» **Activity**: A verbatim repeat of the lines below is required, with the pictures removed.

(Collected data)
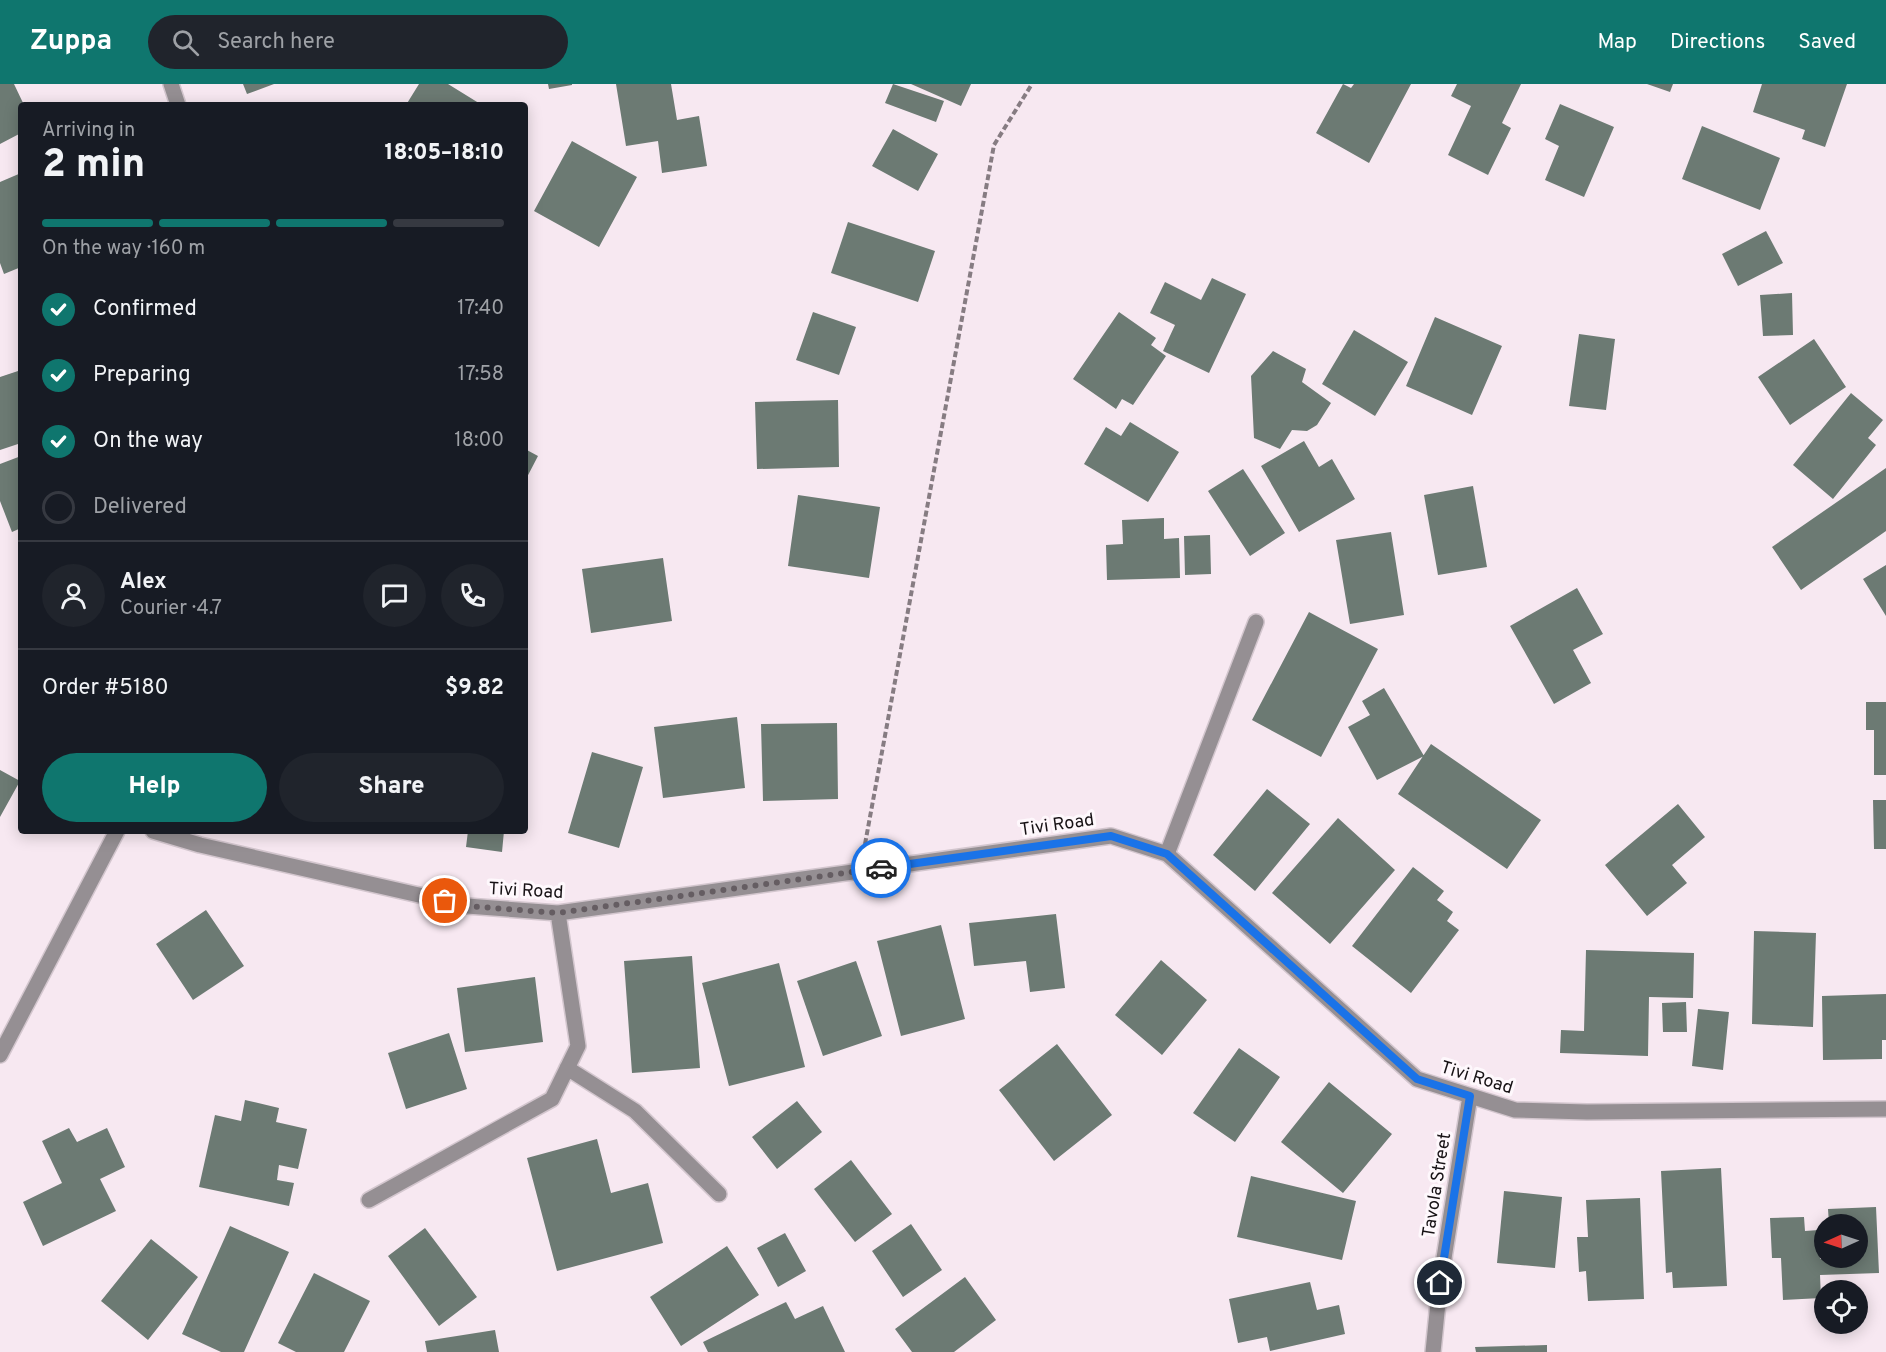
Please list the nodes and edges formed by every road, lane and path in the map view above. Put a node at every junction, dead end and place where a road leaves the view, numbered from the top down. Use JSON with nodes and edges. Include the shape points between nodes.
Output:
{"nodes":[{"id":1,"x":171,"y":84,"type":"edge"},
{"id":2,"x":1032,"y":84,"type":"edge"},
{"id":3,"x":177,"y":102,"type":"edge"},
{"id":4,"x":1256,"y":622,"type":"dead end"},
{"id":5,"x":115,"y":834,"type":"edge"},
{"id":6,"x":163,"y":834,"type":"edge"},
{"id":7,"x":1167,"y":854,"type":"junction"},
{"id":8,"x":860,"y":871,"type":"junction"},
{"id":9,"x":558,"y":913,"type":"junction"},
{"id":10,"x":0,"y":1055,"type":"edge"},
{"id":11,"x":567,"y":1068,"type":"junction"},
{"id":12,"x":1470,"y":1096,"type":"junction"},
{"id":13,"x":1886,"y":1109,"type":"edge"},
{"id":14,"x":719,"y":1194,"type":"dead end"},
{"id":15,"x":369,"y":1200,"type":"dead end"},
{"id":16,"x":1434,"y":1352,"type":"edge"}],
"edges":[{"from":1,"to":3,"type":"street"},
{"from":2,"to":8,"type":"path","via":[[994,145]]},
{"from":4,"to":7,"type":"street"},
{"from":5,"to":10,"type":"street"},
{"from":6,"to":9,"type":"street","name":"Tivi Road","via":[[467,906]]},
{"from":7,"to":8,"type":"street","name":"Tivi Road","via":[[1111,836]]},
{"from":7,"to":12,"type":"street","name":"Tivi Road","via":[[1417,1079]]},
{"from":8,"to":9,"type":"street","name":"Tivi Road"},
{"from":9,"to":11,"type":"street","via":[[578,1046]]},
{"from":11,"to":14,"type":"street","via":[[635,1112]]},
{"from":11,"to":15,"type":"street","via":[[552,1099]]},
{"from":12,"to":13,"type":"street","name":"Tivi Road","via":[[1515,1110]]},
{"from":12,"to":16,"type":"street","name":"Tavola Street","via":[[1440,1283]]}]}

» **Answer box**:
Please list the nodes and edges formed by every road, lane and path in the map view above. Put a node at every junction, dead end and place where a road leaves the view, numbered from the top down. Use JSON with nodes and edges. Include the shape points between nodes.
Output:
{"nodes":[{"id":1,"x":171,"y":84,"type":"edge"},
{"id":2,"x":1032,"y":84,"type":"edge"},
{"id":3,"x":177,"y":102,"type":"edge"},
{"id":4,"x":1256,"y":622,"type":"dead end"},
{"id":5,"x":115,"y":834,"type":"edge"},
{"id":6,"x":163,"y":834,"type":"edge"},
{"id":7,"x":1167,"y":854,"type":"junction"},
{"id":8,"x":860,"y":871,"type":"junction"},
{"id":9,"x":558,"y":913,"type":"junction"},
{"id":10,"x":0,"y":1055,"type":"edge"},
{"id":11,"x":567,"y":1068,"type":"junction"},
{"id":12,"x":1470,"y":1096,"type":"junction"},
{"id":13,"x":1886,"y":1109,"type":"edge"},
{"id":14,"x":719,"y":1194,"type":"dead end"},
{"id":15,"x":369,"y":1200,"type":"dead end"},
{"id":16,"x":1434,"y":1352,"type":"edge"}],
"edges":[{"from":1,"to":3,"type":"street"},
{"from":2,"to":8,"type":"path","via":[[994,145]]},
{"from":4,"to":7,"type":"street"},
{"from":5,"to":10,"type":"street"},
{"from":6,"to":9,"type":"street","name":"Tivi Road","via":[[467,906]]},
{"from":7,"to":8,"type":"street","name":"Tivi Road","via":[[1111,836]]},
{"from":7,"to":12,"type":"street","name":"Tivi Road","via":[[1417,1079]]},
{"from":8,"to":9,"type":"street","name":"Tivi Road"},
{"from":9,"to":11,"type":"street","via":[[578,1046]]},
{"from":11,"to":14,"type":"street","via":[[635,1112]]},
{"from":11,"to":15,"type":"street","via":[[552,1099]]},
{"from":12,"to":13,"type":"street","name":"Tivi Road","via":[[1515,1110]]},
{"from":12,"to":16,"type":"street","name":"Tavola Street","via":[[1440,1283]]}]}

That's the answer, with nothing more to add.